This was our house before the renovation/addition project began.
After much deliberation, we decided to stay at our current address and renovate/add on to our home. I knew this was not going to be a quick and easy project. I also knew this would take and enormous amount of energy, thought, coordination, and organization. This project was so all encompassing that during this time I had to take a few things ‘off my plate’ such as blogging. This is my first blog post in over a year–I’m writing it happily from my new home office!
Here are some of the organizing steps we took for this project to flow smoothly…
Purging of our entire home
Based on our contractors’ recommendation and the fact that we have a child with food allergies and need a full kitchen to cook for him, we decided to rent a house across town during the construction process. That meant we had to take everything with us. Eve-ry-thing.
After meeting with our contractor and architect, we started the purging process. Each weekend before our move-out date, my husband and I would tackle a room together and purge it of what we didn’t want to come back into our new home (we purged during the week, too). I created ‘The Two Can Rule.’ Our garbage pick up day was Tuesday so every Sunday, we had to fill a minimum of the two garbage cans from our purging session. We also created bags for donations and gave things away to family, friends, and schools.
Creating an organized packing system
The last time I had packed to move, it was the contents of my one-bedroom apartment when I got married. Now, I was packing a three-bedroom house with a filled attic and basement. This double move required a multi-tiered packing and tracking system. Half of our boxes were stored in the garage of our temporary rental home and the rest were unpacked for daily use. Then, before moving back in to our new home, we had to purge (again!) and pack up to then finally unpack (again!). More on my packing system in a future post. If you or someone you know is moving in the future–keep your eye out for it. You’re going to want to know about the system I used. It was a success!
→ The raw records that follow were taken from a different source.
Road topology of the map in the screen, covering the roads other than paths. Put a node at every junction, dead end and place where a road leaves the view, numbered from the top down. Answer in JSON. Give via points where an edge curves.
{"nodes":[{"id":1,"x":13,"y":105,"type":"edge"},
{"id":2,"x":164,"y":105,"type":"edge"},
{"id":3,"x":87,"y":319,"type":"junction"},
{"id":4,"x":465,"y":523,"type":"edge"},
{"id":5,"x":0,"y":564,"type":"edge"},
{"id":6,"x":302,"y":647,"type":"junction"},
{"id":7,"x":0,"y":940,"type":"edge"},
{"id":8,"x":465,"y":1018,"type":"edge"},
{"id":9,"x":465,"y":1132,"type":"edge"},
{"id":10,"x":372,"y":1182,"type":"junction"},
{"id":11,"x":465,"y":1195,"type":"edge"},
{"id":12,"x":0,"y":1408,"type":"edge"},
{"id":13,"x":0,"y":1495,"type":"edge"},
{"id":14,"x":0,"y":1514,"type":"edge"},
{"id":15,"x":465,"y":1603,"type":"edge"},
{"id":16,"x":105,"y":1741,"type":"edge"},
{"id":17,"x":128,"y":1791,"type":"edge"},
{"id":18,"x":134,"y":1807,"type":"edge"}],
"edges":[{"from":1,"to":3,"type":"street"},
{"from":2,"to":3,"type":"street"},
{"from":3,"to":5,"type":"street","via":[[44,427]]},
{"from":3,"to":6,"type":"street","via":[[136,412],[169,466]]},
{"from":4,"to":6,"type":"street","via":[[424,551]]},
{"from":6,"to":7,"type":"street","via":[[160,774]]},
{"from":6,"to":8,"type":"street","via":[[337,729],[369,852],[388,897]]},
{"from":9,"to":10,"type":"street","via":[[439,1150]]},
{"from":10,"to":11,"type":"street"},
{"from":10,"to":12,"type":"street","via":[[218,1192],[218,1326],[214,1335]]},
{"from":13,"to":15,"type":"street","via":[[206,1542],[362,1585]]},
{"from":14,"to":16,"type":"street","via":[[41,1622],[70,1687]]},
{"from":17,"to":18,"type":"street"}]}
Creating a ‘home’ for all project-related paperwork and correspondence
This renovation/addition project churned out an inordinate amount of paperwork–even for a Professional Organizer to keep on top of. Keeping track of receipts, returns, contracts, finances, bills for two homes, design choices and all other related papers was overwhelming. I created a binder for all papers and created folders in my inbox for emails from our contractor, subcontractors, designer and others. (True PO Confession: The project plus our everyday life became so overwhelming, I just started putting all papers in one box so I would know where to find them if I needed them. Last month, I created a portable hanging file box for all renovation/addition papers and they’re stored in my closet.)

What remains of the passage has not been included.